Another argument to regard education as a long-term investment: the seemingly long-lasting effect of high quality schooling

This new study shows a correlation between the cognitive functioning of older adults and the number of graduated teachers in their high school in the 1960s. And the data suggests a long-lasting effect: attending a high school with a high number of teachers with graduate training was the clearest predictor of the impact of school quality on late-life cognition. The study smartly uses data, but because of the old data set from 1960, where the study started, it also has limitations. The most important one for me is that the researchers only have indirect and limited data on social-economic background. Still, the study is another argument to regard education as a long-term investment.

From the press release:

Previous studies have found that the number of years spent in school correlates with cognition later in life, but few studies have examined the impact of educational quality.

“Our study establishes a link between high-quality education and better late-life cognition and suggests that increased investment in schools, especially those that serve Black children, could be a powerful strategy to improve cognitive health among older adults in the United States,” says Jennifer Manly, PhD, professor of neuropsychology at Columbia University Vagelos College of Physicians and Surgeons and senior author of the study.

The study, led by Manly and Dominika Šeblová, PhD, a postdoctoral research scientist at Columbia, used data from Project Talent, a 1960 survey of high school students across the United States, and follow-up data collected in the Project Talent Aging Study.

The researchers examined relationships between six indicators of school quality and several measures of cognitive performance in participants nearly 60 years after they left high school.

Since high-quality schools may be especially beneficial for people from disadvantaged backgrounds, the researchers also examined whether associations differed by geography, sex/gender, and race and ethnicity (the survey only included sufficient data from Black and white respondents).

Teacher training linked to late-life cognition in students

The researchers found that attending a school with a higher number of teachers with graduate training was the most consistent predictor of better later-life cognition, especially language fluency (for example, coming up with words within a category). Attending a school with a high number of graduate-level teachers was approximately equivalent to the difference in cognition between a 70-year-old and someone who is one to three years older. Other indicators of school quality were associated with some, but not all, measures of cognitive performance.

Manly and Šeblová say many reasons may explain why attending schools with well-trained teachers may affect later-life cognition. “Instruction provided by more experienced and knowledgeable teachers might be more intellectually stimulating and provide additional neural or cognitive benefits,” Šeblová says, “and attending higher-quality schools may also influence life trajectory, leading to university education and greater earnings, which are in turn linked to better cognition in later life.”

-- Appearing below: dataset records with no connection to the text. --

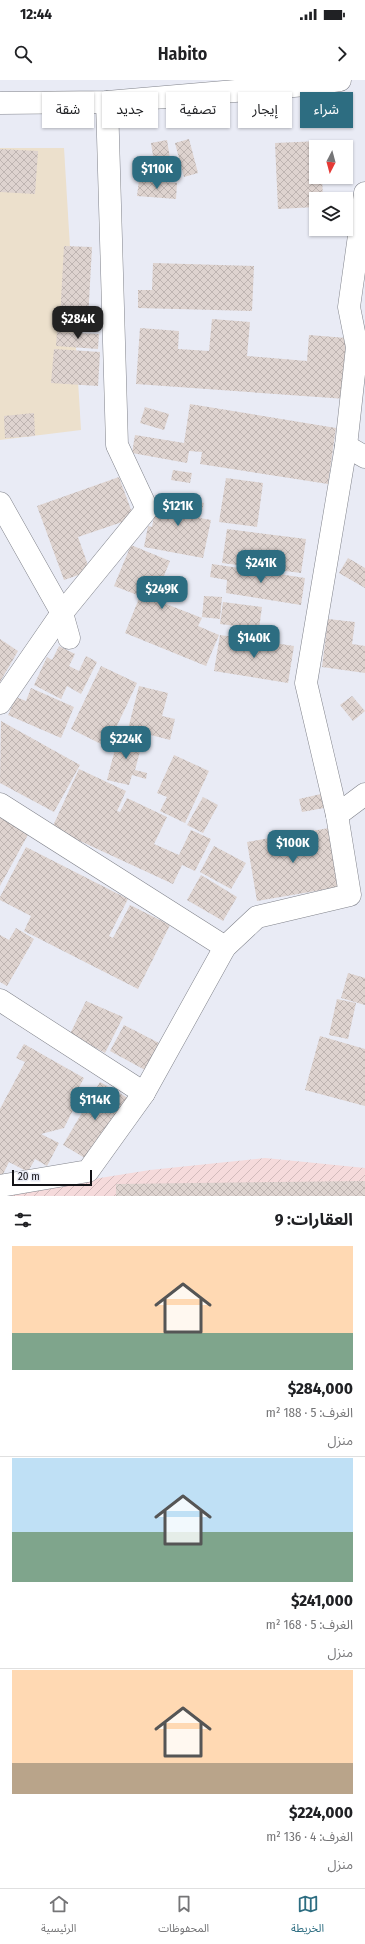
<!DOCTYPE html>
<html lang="ar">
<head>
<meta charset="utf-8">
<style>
  body { margin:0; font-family:"Fira Sans Condensed","Noto Sans Arabic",sans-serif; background:#f6f6f6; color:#202124; direction:rtl; height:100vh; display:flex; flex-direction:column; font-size:15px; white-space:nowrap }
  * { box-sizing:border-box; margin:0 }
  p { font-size:13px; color:#757577 }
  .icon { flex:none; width:22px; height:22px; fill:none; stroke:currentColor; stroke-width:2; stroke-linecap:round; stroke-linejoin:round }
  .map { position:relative; height:1116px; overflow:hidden; direction:ltr }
  .details { display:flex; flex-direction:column; background:#fff; flex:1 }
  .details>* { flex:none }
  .top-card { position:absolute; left:12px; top:12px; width:341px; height:36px; direction:rtl; display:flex; gap:8px }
  .needle { width:26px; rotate:186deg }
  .buttons { position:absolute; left:309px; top:60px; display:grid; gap:8px }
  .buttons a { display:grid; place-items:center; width:44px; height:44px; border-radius:0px; background:#fff; box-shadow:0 1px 3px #0004; font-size:20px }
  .scale { position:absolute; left:12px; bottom:10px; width:80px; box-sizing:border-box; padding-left:4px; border:2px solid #131317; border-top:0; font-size:11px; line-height:14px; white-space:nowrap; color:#131317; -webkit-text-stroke:3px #e9ebf5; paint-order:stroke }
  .price { position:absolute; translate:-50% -34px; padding:0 9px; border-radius:8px; background:#2d6d81; color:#fff; font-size:13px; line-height:26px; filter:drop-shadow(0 1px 2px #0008) }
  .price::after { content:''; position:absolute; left:50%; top:24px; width:12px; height:9px; margin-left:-6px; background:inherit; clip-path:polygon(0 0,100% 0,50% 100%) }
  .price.active { background:#222; color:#fff }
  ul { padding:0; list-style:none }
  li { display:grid; align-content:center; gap:8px; height:212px; padding:0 12px }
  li+li { border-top:1px solid #e0e0e0 }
  li span { display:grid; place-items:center; height:124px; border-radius:0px; color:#555 }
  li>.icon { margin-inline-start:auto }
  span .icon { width:72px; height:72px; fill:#fffc; stroke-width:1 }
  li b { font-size:17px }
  h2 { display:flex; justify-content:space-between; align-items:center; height:48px; padding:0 12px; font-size:17px }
  .chip { padding:0 14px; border-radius:0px; background:#fff; box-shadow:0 1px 3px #0004; font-size:14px; line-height:36px }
  .chip.active { background:#2d6d81; color:#fff }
  .status { display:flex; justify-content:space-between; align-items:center; height:28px; padding:0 20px; background:#fff; direction:ltr }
  .status svg { height:11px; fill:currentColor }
  header { display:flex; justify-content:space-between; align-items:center; height:52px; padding:0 12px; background:#fff; font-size:18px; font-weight:600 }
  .tabs { display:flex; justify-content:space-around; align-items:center; height:56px; border-top:1px solid #e0e0e0; background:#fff; font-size:11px; color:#757577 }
  .tabs a { display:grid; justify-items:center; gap:2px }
  .tabs .active { color:#2d6d81 }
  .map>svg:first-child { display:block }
  .industrial { fill:url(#industrial-furrows) }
  .education { fill:#ece0cc }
  .building { fill:url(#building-cross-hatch) }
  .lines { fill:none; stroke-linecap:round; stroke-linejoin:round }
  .street-casing { stroke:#81838b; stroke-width:23 }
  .street { stroke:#fff; stroke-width:22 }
</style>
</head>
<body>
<div class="status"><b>12:44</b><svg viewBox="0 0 49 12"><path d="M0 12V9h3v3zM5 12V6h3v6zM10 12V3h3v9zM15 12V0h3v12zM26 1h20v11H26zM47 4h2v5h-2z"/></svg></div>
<header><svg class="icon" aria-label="forward" viewBox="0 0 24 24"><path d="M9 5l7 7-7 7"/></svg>Habito<svg class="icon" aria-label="search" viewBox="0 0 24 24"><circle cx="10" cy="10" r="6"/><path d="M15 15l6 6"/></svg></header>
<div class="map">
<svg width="365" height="1116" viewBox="0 0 365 1116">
  <defs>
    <pattern id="industrial-furrows" width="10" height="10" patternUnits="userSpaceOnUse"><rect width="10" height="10" fill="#f5dadb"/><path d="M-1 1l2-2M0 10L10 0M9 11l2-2" fill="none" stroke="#d1babb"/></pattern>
    <pattern id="building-cross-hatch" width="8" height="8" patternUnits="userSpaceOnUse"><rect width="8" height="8" fill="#ded3cf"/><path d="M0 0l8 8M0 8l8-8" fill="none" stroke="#beb4b1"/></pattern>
  </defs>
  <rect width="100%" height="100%" fill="#e9ebf5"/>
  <polygon class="industrial" points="265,1078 365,1088 365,1116 0,1116 0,1114 150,1090"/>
  <polygon class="education" points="0,68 64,68 81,350 0,360"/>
  <g class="building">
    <polygon points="189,59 198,93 184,97 175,63"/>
    <polygon points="167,60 171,85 155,88 151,63"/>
    <polygon points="320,61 321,67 316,67 316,97 322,97 323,119 316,119 316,127 278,129 275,63"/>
    <polygon points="0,69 38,71 35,114 0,112"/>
    <polygon points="139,100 177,103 176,119 137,116"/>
    <polygon points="64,166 92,167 88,240 60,239"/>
    <polygon points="153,183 254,186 252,231 138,228 138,210 152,210"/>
    <polygon points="212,239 250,242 247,276 307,281 309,255 347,258 346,319 136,304 140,248 179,251 178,269 209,271"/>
    <polygon points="57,252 99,254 98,269 56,266"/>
    <polygon points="54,269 100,272 98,306 51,303"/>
    <polygon points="190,324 336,348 328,404 200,384 202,372 189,371 187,383 132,373 135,355 184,363"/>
    <polygon points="145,327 169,334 164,350 140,343"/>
    <polygon points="34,333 35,356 5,358 4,336"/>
    <polygon points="173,390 192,393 190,403 171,400"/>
    <polygon points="119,397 134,438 78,457 90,491 64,500 37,426"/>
    <polygon points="226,398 263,403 257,447 219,442"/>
    <polygon points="158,414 204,423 200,438 211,440 203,478 144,467 148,446 152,447"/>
    <polygon points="227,449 306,459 301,493 222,483"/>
    <polygon points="131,465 170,481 157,513 164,515 161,522 202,538 198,546 219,555 206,586 125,553 140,516 114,506"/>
    <polygon points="348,478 365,488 365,508 339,493"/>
    <polygon points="212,484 305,498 301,525 226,513 227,500 210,497"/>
    <polygon points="204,516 222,517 220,539 202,537"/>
    <polygon points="223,522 262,527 259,549 220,544"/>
    <polygon points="328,539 355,542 352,564 365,566 365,593 322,587"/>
    <polygon points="220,555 294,566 288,603 214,591"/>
    <polygon points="0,559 18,571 0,602"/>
    <polygon points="59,566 75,574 69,586 79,591 86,576 97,582 81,614 67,606 61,619 34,605 47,577 52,580"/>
    <polygon points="101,586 137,603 107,667 71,649"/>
    <polygon points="139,606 168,613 162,636 175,639 170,660 128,649"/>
    <polygon points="31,608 74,627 61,658 8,635 16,617 26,621"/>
    <polygon points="352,616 365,631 353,641 340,625"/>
    <polygon points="1,641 80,685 54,732 0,703"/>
    <polygon points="119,654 143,660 135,690 147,693 146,699 132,695 129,705 107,700"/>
    <polygon points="174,675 209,691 185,743 160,731 167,717 157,713"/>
    <polygon points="79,689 126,711 117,731 120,732 127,718 167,737 154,764 179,775 191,750 211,759 195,791 182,785 173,804 52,748"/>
    <polygon points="321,714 324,728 302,732 299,719"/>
    <polygon points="203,717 218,725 203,753 187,745"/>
    <polygon points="0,735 30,751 0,806"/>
    <polygon points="329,748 339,807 257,821 247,762"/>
    <polygon points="214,766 246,783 231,809 200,792"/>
    <polygon points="26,767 128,819 109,856 113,858 130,825 170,845 138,909 24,851 31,836 0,820 0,817"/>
    <polygon points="201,795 237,817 223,841 187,820"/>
    <polygon points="16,848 34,859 7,906 0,902 0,855 9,860"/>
    <polygon points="348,893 365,898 365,925 341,918"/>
    <polygon points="337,919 356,923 348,959 329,955"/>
    <polygon points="86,921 123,937 105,973 70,954"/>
    <polygon points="124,945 159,963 145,990 110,971"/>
    <polygon points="320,956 365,969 365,1026 305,1010"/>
    <polygon points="24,964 84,998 71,1022 73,1030 64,1048 41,1054 59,1063 47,1086 35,1079 28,1092 9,1082 2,1096 0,1094 0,1029 25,982 16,978"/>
    <polygon points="100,1002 128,1018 90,1081 63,1065"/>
    <polygon points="365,1101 365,1116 116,1116 116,1104"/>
  </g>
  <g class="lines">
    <g class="street-casing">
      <g id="street">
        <polyline points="0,23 107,22 305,5 340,0"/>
        <polyline points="346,366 365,377"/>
        <polyline points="0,423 62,533 69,558"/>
        <polyline points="0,623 62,533 147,429 117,365 107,22"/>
        <polyline points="0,724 225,867"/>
        <polyline points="337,735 365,714"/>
        <polyline points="0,920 144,1013"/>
        <polyline points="0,1106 88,1091 144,1013 225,867 257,837 350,815 337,735 306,603 346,366 357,267 349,227 365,113"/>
      </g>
    </g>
    <use href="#street" class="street"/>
  </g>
</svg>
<div class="buttons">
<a><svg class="needle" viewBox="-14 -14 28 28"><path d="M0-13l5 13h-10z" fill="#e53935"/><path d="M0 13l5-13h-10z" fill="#757577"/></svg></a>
<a><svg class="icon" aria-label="layers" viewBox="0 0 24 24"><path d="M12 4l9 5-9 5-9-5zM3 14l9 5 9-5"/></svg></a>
</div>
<div class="scale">20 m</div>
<b class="price" style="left:157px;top:110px">$110K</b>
<b class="price active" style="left:78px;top:260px">$284K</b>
<b class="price" style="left:178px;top:447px">$121K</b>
<b class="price" style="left:261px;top:504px">$241K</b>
<b class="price" style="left:162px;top:530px">$249K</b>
<b class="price" style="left:254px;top:579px">$140K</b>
<b class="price" style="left:126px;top:680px">$224K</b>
<b class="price" style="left:293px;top:784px">$100K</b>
<b class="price" style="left:95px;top:1041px">$114K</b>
<div class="top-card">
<a class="chip active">شراء</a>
<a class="chip">إيجار</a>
<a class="chip">تصفية</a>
<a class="chip">جديد</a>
<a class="chip">شقة</a>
</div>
</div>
<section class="details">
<h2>العقارات: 9<svg class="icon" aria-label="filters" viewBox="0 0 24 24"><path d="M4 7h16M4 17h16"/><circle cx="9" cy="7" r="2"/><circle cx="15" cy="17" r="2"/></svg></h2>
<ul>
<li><span style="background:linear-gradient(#ffd9b3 70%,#7fa58c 0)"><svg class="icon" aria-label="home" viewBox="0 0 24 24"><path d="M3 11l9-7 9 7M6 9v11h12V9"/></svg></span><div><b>$284,000</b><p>الغرف: 5 · 188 m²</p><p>منزل</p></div></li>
<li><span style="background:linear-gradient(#bfe0f5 60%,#7fa58c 0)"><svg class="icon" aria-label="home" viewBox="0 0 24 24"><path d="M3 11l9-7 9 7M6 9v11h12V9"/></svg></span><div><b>$241,000</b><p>الغرف: 5 · 168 m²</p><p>منزل</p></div></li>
<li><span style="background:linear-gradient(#ffd9b3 75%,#b9a48a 0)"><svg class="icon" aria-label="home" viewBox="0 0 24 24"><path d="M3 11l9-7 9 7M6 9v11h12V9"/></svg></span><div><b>$224,000</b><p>الغرف: 4 · 136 m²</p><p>منزل</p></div></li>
</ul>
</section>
<nav class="tabs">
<a class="active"><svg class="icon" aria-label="map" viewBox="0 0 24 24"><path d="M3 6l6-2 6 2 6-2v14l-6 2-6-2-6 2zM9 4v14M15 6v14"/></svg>الخريطة</a>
<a><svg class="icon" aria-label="saved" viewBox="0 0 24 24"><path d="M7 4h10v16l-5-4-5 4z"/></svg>المحفوظات</a>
<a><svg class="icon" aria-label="home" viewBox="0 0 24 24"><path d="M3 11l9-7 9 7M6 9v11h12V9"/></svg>الرئيسية</a>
</nav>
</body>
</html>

Greater impact on Black students

Though the associations between school quality and late-life cognition were similar between white and Black students, Black participants were more likely to have attended schools of lower quality.

“Racial equity in school quality has never been achieved in the United States and school racial segregation has grown more extreme in recent decades, so this issue is still a substantial problem,” says Manly.

For example, a 2016 survey found that U.S schools attended by non-white students had twice as many inexperienced teachers as schools attended by predominantly white students.

“Racial inequalities in school quality may contribute to persistent disparities in late-life cognitive outcomes for decades to come,” Manly adds.

Jennifer Manly, PhD, is a professor in the Department of Neurology, the Gertrude H. Sergievsky Center, and the Taub Institute for Research on Alzheimer’s Disease and the Aging Brain at Columbia University.

The findings were published May 2 in the journal Alzheimer’s & Dementia: Diagnosis, Assessment & Disease Monitoring in a paper titled “High school quality is associated with cognition 58 years later.”

Abstract of the study:

We leveraged a unique school-based longitudinal cohort—the Project Talent Aging Study—to examine whether attending higher quality schools is associated with cognitive performance among older adults in the United States (mean age = 74.8). Participants (n = 2,289) completed telephone neurocognitive testing. Six indicators of high school quality, reported by principals at the time of schooling, were predictors of respondents’ cognitive function 58 years later. To account for school-clustering, multilevel linear and logistic models were applied. We found that attending schools with a higher number of teachers with graduate training was the clearest predictor of later-life cognition, and school quality mattered especially for language abilities. Importantly, Black respondents (n = 239; 10.5 percentage) were disproportionately exposed to low quality high schools. Therefore, increased investment in schools, especially those that serve Black children, could be a powerful strategy to improve later life cognitive health among older adults in the United States.